P3-B poll modernization goes wrong

By Lakambini A. Sitoy, Reporter

First of four parts

In the 1990s the idea of fully computerized elections was an appealing one. It was the decade when vast amounts of information were suddenly available through the Internet. Computerization and networking of government offices were being heralded as the modern solution to red tape and long queues. 

Although the Uni­ted States elections are fully computerized, the technology is not without its detractors. Critics of automation have argued that the systems are vulnerable to hackers if placed online or through physical interference with the machines. Politicians have been linked to the companies that produce the counting machines or developed the systems and software.

Automation has not gained absolute currency even in developed or First-World countries. According to the International Institute for Democracy and Electoral Assistance, the United Kingdom has started to experiment with vote-counting machines in some districts.

In Turkey most of the voting is done by machine, while in Belgium and the Netherlands approximately half the votes are counted automatically.
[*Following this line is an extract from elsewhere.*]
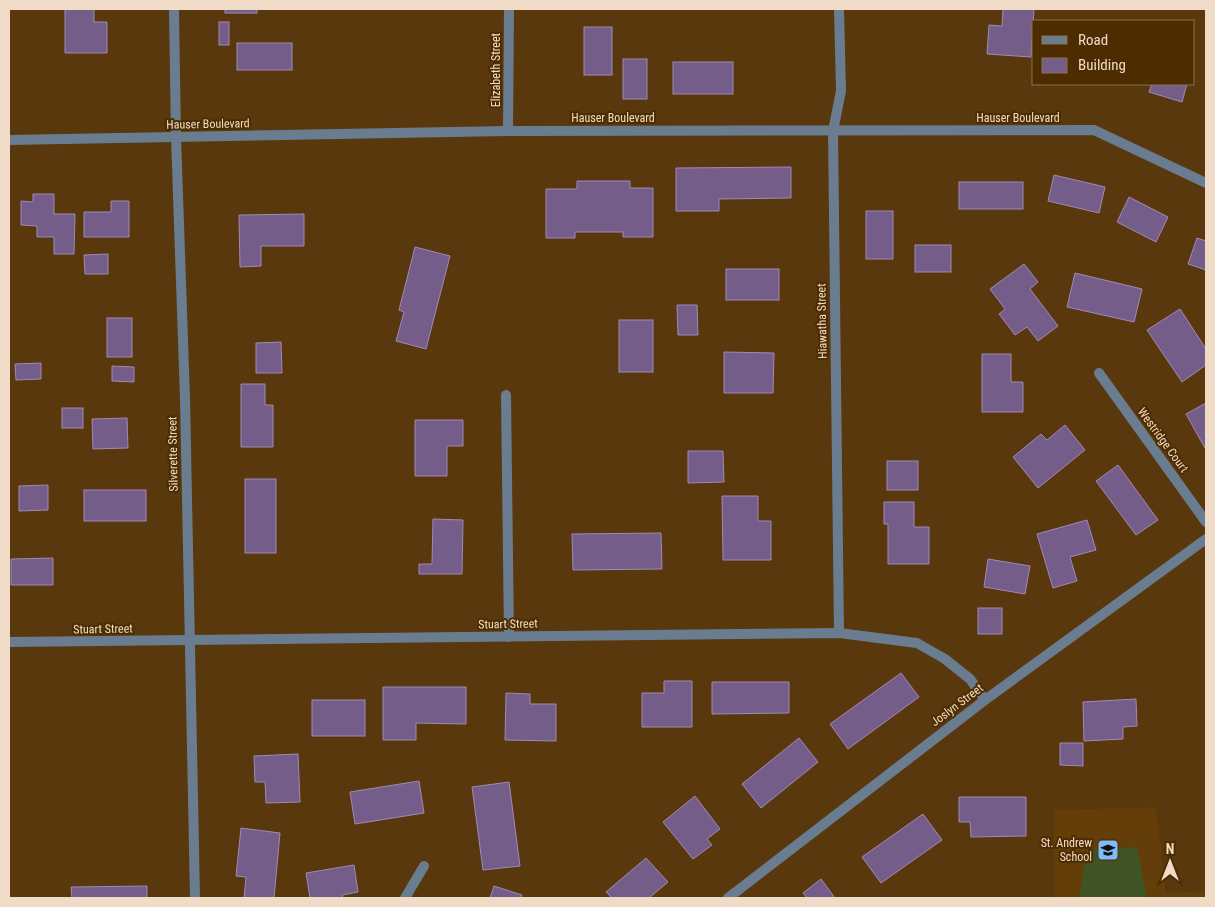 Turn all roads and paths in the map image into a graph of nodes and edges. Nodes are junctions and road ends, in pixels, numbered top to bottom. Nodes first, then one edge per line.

In Switzerland a first count is done by hand, then the votes are counted by machines.

Norway, Germany and Brazil have partly used technology in elections, and India employed machines to count about 20 percent of its votes in its latest elections.

Indonesia, in its first direct presidential election held last month, counted the votes by machine, and then verified the returns through a manual count.
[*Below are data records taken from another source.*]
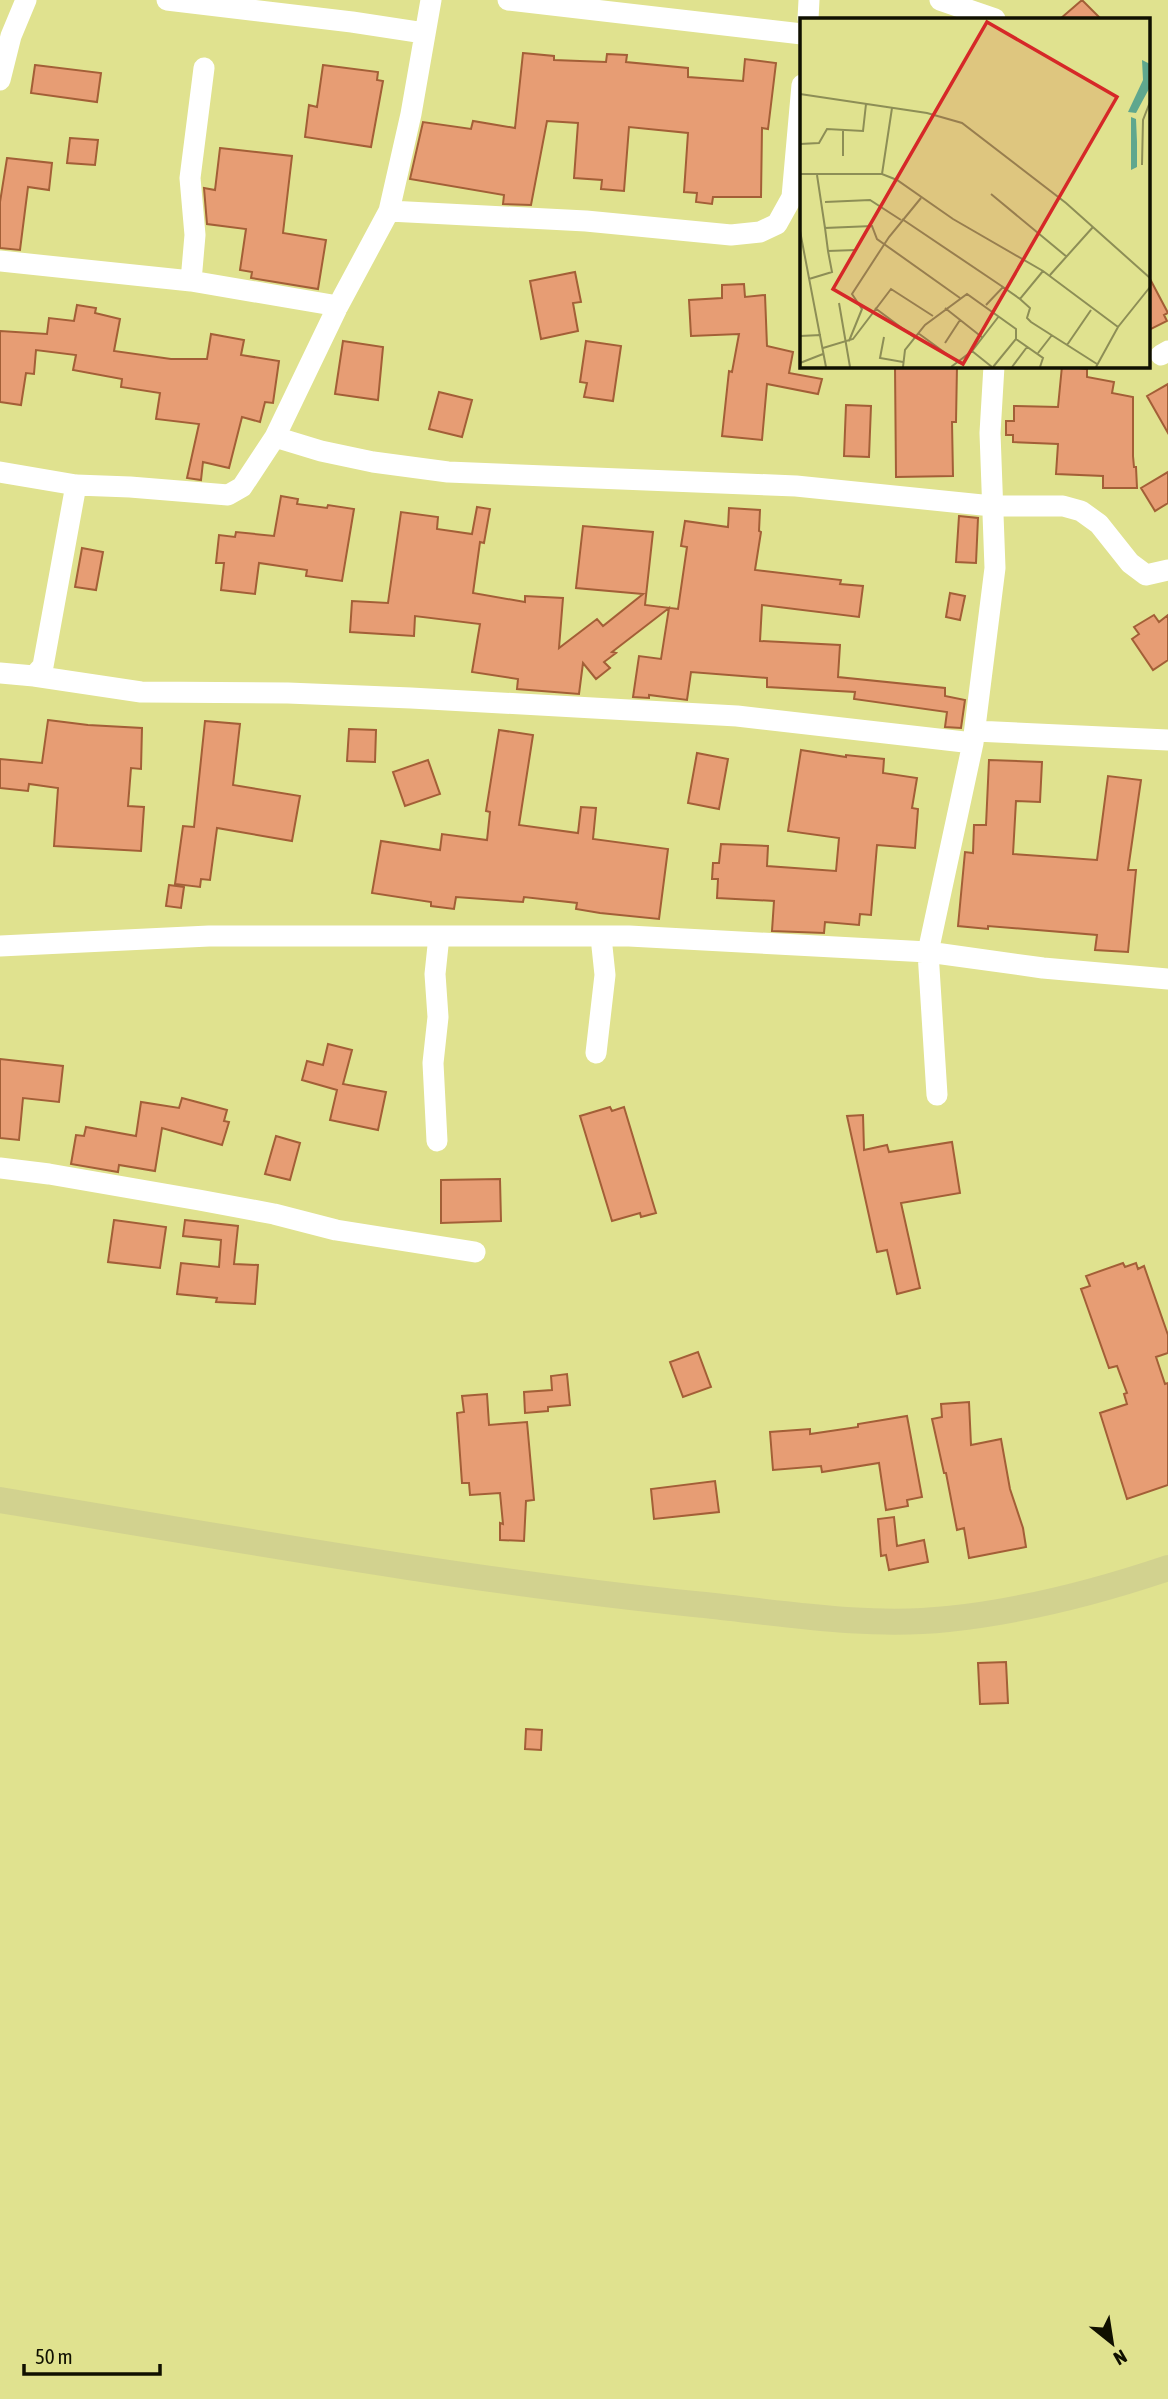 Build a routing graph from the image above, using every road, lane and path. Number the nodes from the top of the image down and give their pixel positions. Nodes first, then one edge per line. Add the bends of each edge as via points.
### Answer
1 (26, 0) edge
2 (167, 0) edge
3 (431, 0) edge
4 (508, 0) edge
5 (808, 0) edge
6 (940, 0) edge
7 (808, 18) edge
8 (992, 18) edge
9 (424, 33) junction
10 (800, 34) edge
11 (204, 68) dead end
12 (0, 80) edge
13 (800, 107) edge
14 (389, 211) junction
15 (0, 261) edge
16 (191, 281) junction
17 (338, 306) junction
18 (994, 368) edge
19 (275, 437) junction
20 (0, 472) edge
21 (76, 485) junction
22 (992, 506) junction
23 (1168, 570) edge
24 (0, 673) edge
25 (34, 676) junction
26 (974, 737) junction
27 (1168, 740) edge
28 (439, 936) junction
29 (601, 937) junction
30 (0, 946) edge
31 (928, 953) junction
32 (1168, 979) edge
33 (596, 1053) dead end
34 (937, 1095) dead end
35 (437, 1141) dead end
36 (0, 1168) edge
37 (475, 1252) dead end
38 (0, 1500) edge
39 (1168, 1568) edge

1 - 12 street
2 - 9 street
3 - 9 street
4 - 10 street
5 - 7 street
6 - 8 street
9 - 14 street
11 - 16 street via 190,178 195,235
13 - 14 street via 792,197 777,224 760,232 731,234
14 - 17 street
15 - 16 street
16 - 17 street
17 - 19 street
18 - 22 street
19 - 21 street via 242,487 228,495
19 - 22 street via 360,459 448,472 796,486
20 - 21 street
21 - 25 street via 43,666
22 - 23 street via 1063,506 1081,511 1146,575
22 - 26 street via 995,569
24 - 25 street
25 - 26 street via 141,692 411,698 737,716
26 - 27 street
26 - 31 street
28 - 29 street
28 - 30 street via 209,936
28 - 35 street via 433,1063
29 - 31 street
29 - 33 street via 606,975
31 - 32 street
31 - 34 street
36 - 37 street
38 - 39 main road via 392,1564 637,1598 864,1620 947,1619 1026,1607 1116,1586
Canada, Australia, Ireland, Spain, Italy, France, Portugal, Finland, Denmark, Sweden, Malaysia and Russia continue to count their votes by hand.

But inspired by the example of a handful of developed countries, the Philippine Congress in 1995 authorized the Commission on Elections to conduct a nationwide demonstration of a computerized election system to be pilot-tested in the following year’s elections in the Autonomous Region of Muslim Mindanao.
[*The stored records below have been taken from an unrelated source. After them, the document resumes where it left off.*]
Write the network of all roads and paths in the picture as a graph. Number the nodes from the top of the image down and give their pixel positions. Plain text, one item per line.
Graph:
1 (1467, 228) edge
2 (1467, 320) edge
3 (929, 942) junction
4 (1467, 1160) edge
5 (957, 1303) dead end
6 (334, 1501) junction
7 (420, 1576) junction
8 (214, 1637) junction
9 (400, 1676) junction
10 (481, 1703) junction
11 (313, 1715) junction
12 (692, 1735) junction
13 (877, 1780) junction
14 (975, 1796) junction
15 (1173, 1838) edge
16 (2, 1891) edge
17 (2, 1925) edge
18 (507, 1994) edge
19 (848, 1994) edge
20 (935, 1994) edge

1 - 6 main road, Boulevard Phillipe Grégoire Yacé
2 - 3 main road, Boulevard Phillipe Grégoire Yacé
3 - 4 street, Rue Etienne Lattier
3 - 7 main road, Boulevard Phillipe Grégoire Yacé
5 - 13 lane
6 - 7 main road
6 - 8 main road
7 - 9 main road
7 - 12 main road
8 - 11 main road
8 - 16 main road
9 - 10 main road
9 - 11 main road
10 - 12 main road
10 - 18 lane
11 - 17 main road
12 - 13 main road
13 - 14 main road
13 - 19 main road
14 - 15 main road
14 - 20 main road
Plans for automating the 1998 national and local elections were laid by December 22, 1997, through congressional authorization, but the Comelec eventually decided to limit automation to the ARMM.

Results of the May 2001 elections were counted manually, but the Comelec had not given up on the idea of automation.

Modernization gone wrong

In October 2002 it adopted a modernization program for the 2004 elections. Three phases made up the Automated Election System: 1) voter registration and validation, which involved cleaning up and updating the list of voters through capturing voters’ biometrics and personal data, 2) automated counting and canvassing, and 3) electronic transmission.

Total budget allocation for the modernization program was P3 billion. President Arroyo allocated, by way of executive order, P2.5 billion on January 24, 2003; at the request of the Comelec, she authorized the release of P500 million more.

Phase 2 of the project was awarded to Mega Pacific Consortium in a transaction currently being reviewed by the Senate blue-ribbon committee. 

Phase 1 and Phase 3 of the pro­ject were also controversial. Phase 1 was awarded to the French company Sagem SA, a company that, according to the Commission on Audit, was not eligible to bid for the project, because it failed the eligibility criteria that a company must be 60 percent Filipino-owned. After announcing this criterion on its invitation to bid, the Comelec passed a resolution changing the eligibility criteria, a decision that was not fair, the Commission on Audit said in a statement.

Phase 3 was awarded to Multi-Media Systems Inc. for P298,375,808.90, of which more than P260 million has been paid. The Comelec was supposed to lease Dream VSAT satellite transmission equipment from the company, for electronically conveying election results. But two days before the May 10 national and local elections, the Supreme Court barred the Comelec from using the system, pending resolution of a case accusing the poll body of violating an election code provision requiring a 30-day notice on the use of new technology before an election.

Phase 2

The Comelec was determined to carry out Phase 2 in the 2004 polls. On January 28, 2003, it issued an invitation to apply for eligibility and to bid. Single companies or “manufacturers, suppliers and/or distributors forming themselves into a joint venture” were eligible.

The criteria were further clarified on February 11. A Comelec resolution stated that bidders had to prove a “track record,” in which their counting machines should have been used in at least one political exercise with at least 20 million voters. For verification of voters, the bidders had to show “a reference site of an existing data base installation using Automated Fingerprint Identification System with at least twenty million” entries.

In the weeks leading up to this stage, the Comelec consulted with several agencies, including the Department of Science and Technology, and the private sector, to determine what standards of performance it should set for the machines and technology it needed.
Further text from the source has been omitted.